◆ What needs to be done
Every record must be transcribed in its entirety, apart from the images, which are to be omitted.

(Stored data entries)
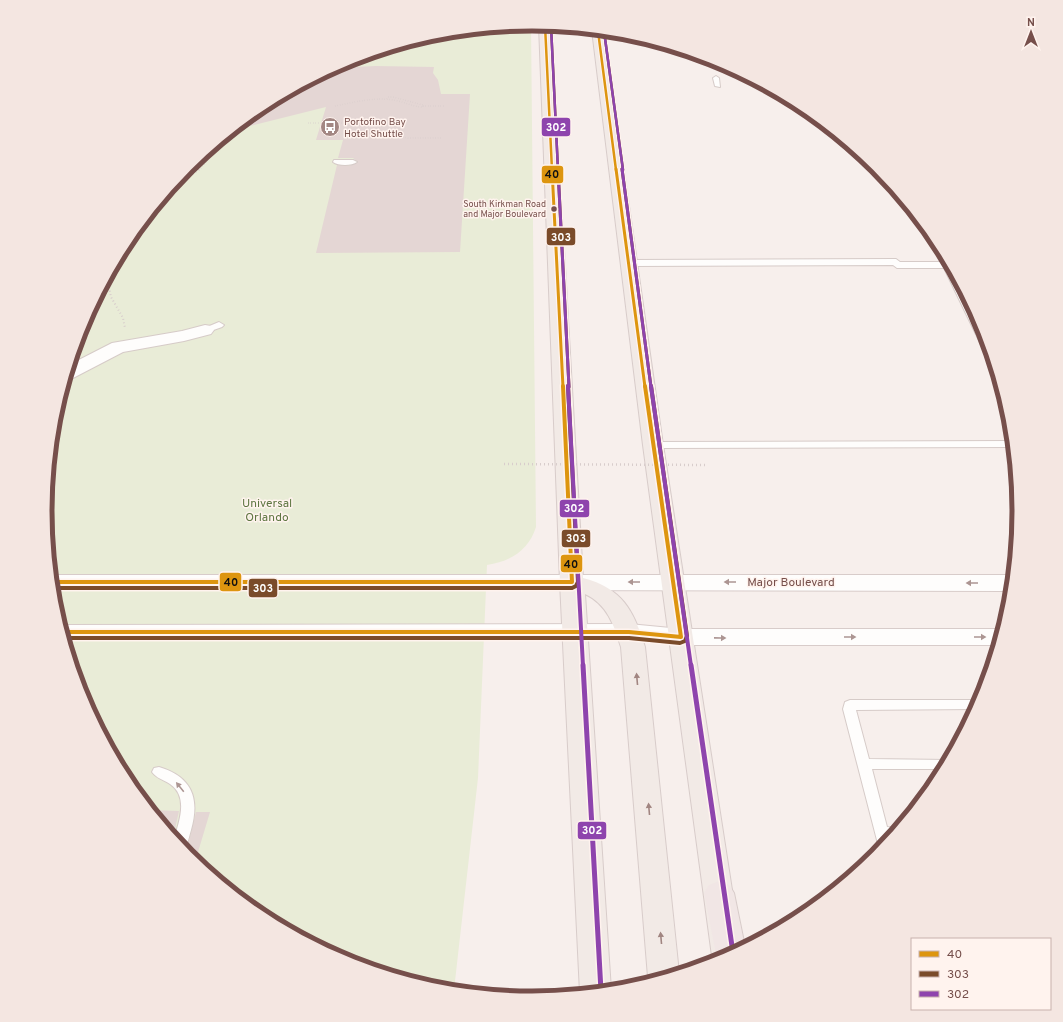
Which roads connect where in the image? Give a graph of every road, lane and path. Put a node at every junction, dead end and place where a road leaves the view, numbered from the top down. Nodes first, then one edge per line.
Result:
1 (546, 31) edge
2 (599, 36) edge
3 (716, 78) dead end
4 (718, 86) dead end
5 (335, 106) dead end
6 (444, 106) dead end
7 (308, 122) dead end
8 (320, 122) dead end
9 (331, 122) dead end
10 (346, 122) dead end
11 (398, 136) dead end
12 (442, 138) dead end
13 (215, 150) edge
14 (337, 162) dead end
15 (353, 162) dead end
16 (186, 178) edge
17 (942, 262) edge
18 (629, 263) junction
19 (109, 285) edge
20 (212, 327) dead end
21 (118, 347) junction
22 (73, 370) edge
23 (1006, 444) edge
24 (653, 445) junction
25 (504, 464) dead end
26 (707, 465) dead end
27 (57, 582) edge
28 (572, 582) junction
29 (673, 582) junction
30 (1006, 583) edge
31 (67, 632) edge
32 (574, 632) junction
33 (629, 632) junction
34 (681, 637) junction
35 (994, 637) edge
36 (971, 704) edge
37 (865, 764) junction
38 (939, 764) edge
39 (160, 772) dead end
40 (887, 833) edge
41 (180, 837) edge
42 (719, 893) junction
43 (729, 948) edge
44 (726, 949) edge
45 (664, 973) edge
46 (595, 987) edge

1 - 28 main road
2 - 18 main road
3 - 4 lane
5 - 6 path
7 - 8 path
9 - 10 path
11 - 12 path
13 - 16 path
14 - 15 lane
17 - 18 lane
18 - 24 main road
19 - 21 path
20 - 21 street
21 - 22 street
23 - 24 lane
24 - 29 main road
25 - 26 path, bridge
27 - 28 street, Major Boulevard
29 -> 28 street, Major Boulevard
28 - 32 main road
28 - 33 main road
30 -> 29 street, Major Boulevard
29 - 34 main road
31 - 32 street
32 - 33 street
32 - 46 main road
33 - 34 street
45 -> 33 main road
34 -> 35 street
34 - 42 main road
36 - 37 lane
37 - 38 lane
37 - 40 lane
41 -> 39 lane
42 - 43 highway
42 - 44 main road

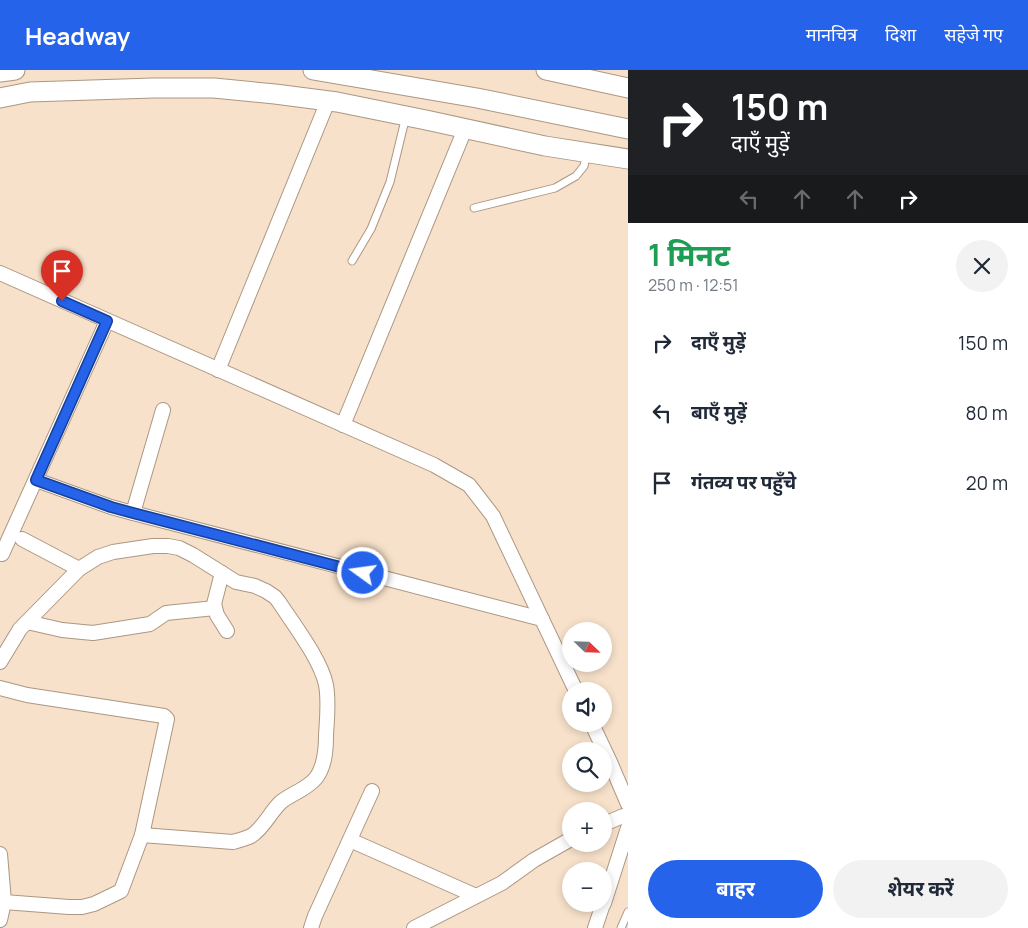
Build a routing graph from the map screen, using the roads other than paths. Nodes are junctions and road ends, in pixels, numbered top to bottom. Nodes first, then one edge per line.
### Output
1 (15, 70) edge
2 (313, 70) edge
3 (546, 70) edge
4 (0, 72) edge
5 (628, 88) edge
6 (0, 98) edge
7 (328, 101) junction
8 (406, 116) junction
9 (465, 129) junction
10 (628, 130) edge
11 (587, 152) junction
12 (628, 159) edge
13 (474, 208) dead end
14 (352, 261) dead end
15 (0, 273) edge
16 (107, 321) junction
17 (218, 370) junction
18 (163, 410) dead end
19 (343, 425) junction
20 (36, 480) junction
21 (133, 513) junction
22 (22, 539) dead end
23 (2, 554) dead end
24 (79, 569) junction
25 (222, 573) junction
26 (214, 608) junction
27 (542, 619) junction
28 (26, 622) junction
29 (227, 631) dead end
30 (0, 662) edge
31 (572, 682) edge
32 (0, 688) edge
33 (596, 732) edge
34 (372, 791) dead end
35 (628, 804) edge
36 (628, 815) edge
37 (612, 821) edge
38 (628, 828) edge
39 (142, 835) junction
40 (350, 840) junction
41 (562, 844) edge
42 (0, 854) edge
43 (612, 878) edge
44 (476, 896) junction
45 (4, 902) junction
46 (601, 912) edge
47 (628, 912) edge
48 (0, 920) edge
49 (311, 928) edge
50 (414, 928) edge
51 (595, 928) edge
52 (621, 928) edge

1 - 4 street
2 - 10 street
3 - 5 street
6 - 7 street
7 - 8 street
7 - 17 street
8 - 9 street
8 - 14 lane
9 - 11 street
9 - 19 street
11 - 12 street
11 - 13 lane
15 - 16 street
16 - 17 street
16 - 20 street
17 - 19 street
18 - 21 street
19 - 27 street
20 - 21 street
20 - 23 street
21 - 27 street
22 - 24 street
24 - 25 street
24 - 28 street
25 - 26 street
25 - 39 street
26 - 28 street
26 - 29 street
27 - 31 street
28 - 30 street
32 - 39 street
33 - 35 street
34 - 40 street
36 - 37 street
38 - 43 street
39 - 45 street
40 - 44 street
40 - 49 street
41 - 44 street
42 - 45 street
44 - 50 street
45 - 48 street
46 - 51 street
47 - 52 lane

◆ Answer to this exercise
Which roads connect where in the image? Give a graph of every road, lane and path. Put a node at every junction, dead end and place where a road leaves the view, numbered from the top down. Nodes first, then one edge per line.
Result:
1 (546, 31) edge
2 (599, 36) edge
3 (716, 78) dead end
4 (718, 86) dead end
5 (335, 106) dead end
6 (444, 106) dead end
7 (308, 122) dead end
8 (320, 122) dead end
9 (331, 122) dead end
10 (346, 122) dead end
11 (398, 136) dead end
12 (442, 138) dead end
13 (215, 150) edge
14 (337, 162) dead end
15 (353, 162) dead end
16 (186, 178) edge
17 (942, 262) edge
18 (629, 263) junction
19 (109, 285) edge
20 (212, 327) dead end
21 (118, 347) junction
22 (73, 370) edge
23 (1006, 444) edge
24 (653, 445) junction
25 (504, 464) dead end
26 (707, 465) dead end
27 (57, 582) edge
28 (572, 582) junction
29 (673, 582) junction
30 (1006, 583) edge
31 (67, 632) edge
32 (574, 632) junction
33 (629, 632) junction
34 (681, 637) junction
35 (994, 637) edge
36 (971, 704) edge
37 (865, 764) junction
38 (939, 764) edge
39 (160, 772) dead end
40 (887, 833) edge
41 (180, 837) edge
42 (719, 893) junction
43 (729, 948) edge
44 (726, 949) edge
45 (664, 973) edge
46 (595, 987) edge

1 - 28 main road
2 - 18 main road
3 - 4 lane
5 - 6 path
7 - 8 path
9 - 10 path
11 - 12 path
13 - 16 path
14 - 15 lane
17 - 18 lane
18 - 24 main road
19 - 21 path
20 - 21 street
21 - 22 street
23 - 24 lane
24 - 29 main road
25 - 26 path, bridge
27 - 28 street, Major Boulevard
29 -> 28 street, Major Boulevard
28 - 32 main road
28 - 33 main road
30 -> 29 street, Major Boulevard
29 - 34 main road
31 - 32 street
32 - 33 street
32 - 46 main road
33 - 34 street
45 -> 33 main road
34 -> 35 street
34 - 42 main road
36 - 37 lane
37 - 38 lane
37 - 40 lane
41 -> 39 lane
42 - 43 highway
42 - 44 main road

Build a routing graph from the map screen, using the roads other than paths. Nodes are junctions and road ends, in pixels, numbered top to bottom. Nodes first, then one edge per line.
### Output
1 (15, 70) edge
2 (313, 70) edge
3 (546, 70) edge
4 (0, 72) edge
5 (628, 88) edge
6 (0, 98) edge
7 (328, 101) junction
8 (406, 116) junction
9 (465, 129) junction
10 (628, 130) edge
11 (587, 152) junction
12 (628, 159) edge
13 (474, 208) dead end
14 (352, 261) dead end
15 (0, 273) edge
16 (107, 321) junction
17 (218, 370) junction
18 (163, 410) dead end
19 (343, 425) junction
20 (36, 480) junction
21 (133, 513) junction
22 (22, 539) dead end
23 (2, 554) dead end
24 (79, 569) junction
25 (222, 573) junction
26 (214, 608) junction
27 (542, 619) junction
28 (26, 622) junction
29 (227, 631) dead end
30 (0, 662) edge
31 (572, 682) edge
32 (0, 688) edge
33 (596, 732) edge
34 (372, 791) dead end
35 (628, 804) edge
36 (628, 815) edge
37 (612, 821) edge
38 (628, 828) edge
39 (142, 835) junction
40 (350, 840) junction
41 (562, 844) edge
42 (0, 854) edge
43 (612, 878) edge
44 (476, 896) junction
45 (4, 902) junction
46 (601, 912) edge
47 (628, 912) edge
48 (0, 920) edge
49 (311, 928) edge
50 (414, 928) edge
51 (595, 928) edge
52 (621, 928) edge

1 - 4 street
2 - 10 street
3 - 5 street
6 - 7 street
7 - 8 street
7 - 17 street
8 - 9 street
8 - 14 lane
9 - 11 street
9 - 19 street
11 - 12 street
11 - 13 lane
15 - 16 street
16 - 17 street
16 - 20 street
17 - 19 street
18 - 21 street
19 - 27 street
20 - 21 street
20 - 23 street
21 - 27 street
22 - 24 street
24 - 25 street
24 - 28 street
25 - 26 street
25 - 39 street
26 - 28 street
26 - 29 street
27 - 31 street
28 - 30 street
32 - 39 street
33 - 35 street
34 - 40 street
36 - 37 street
38 - 43 street
39 - 45 street
40 - 44 street
40 - 49 street
41 - 44 street
42 - 45 street
44 - 50 street
45 - 48 street
46 - 51 street
47 - 52 lane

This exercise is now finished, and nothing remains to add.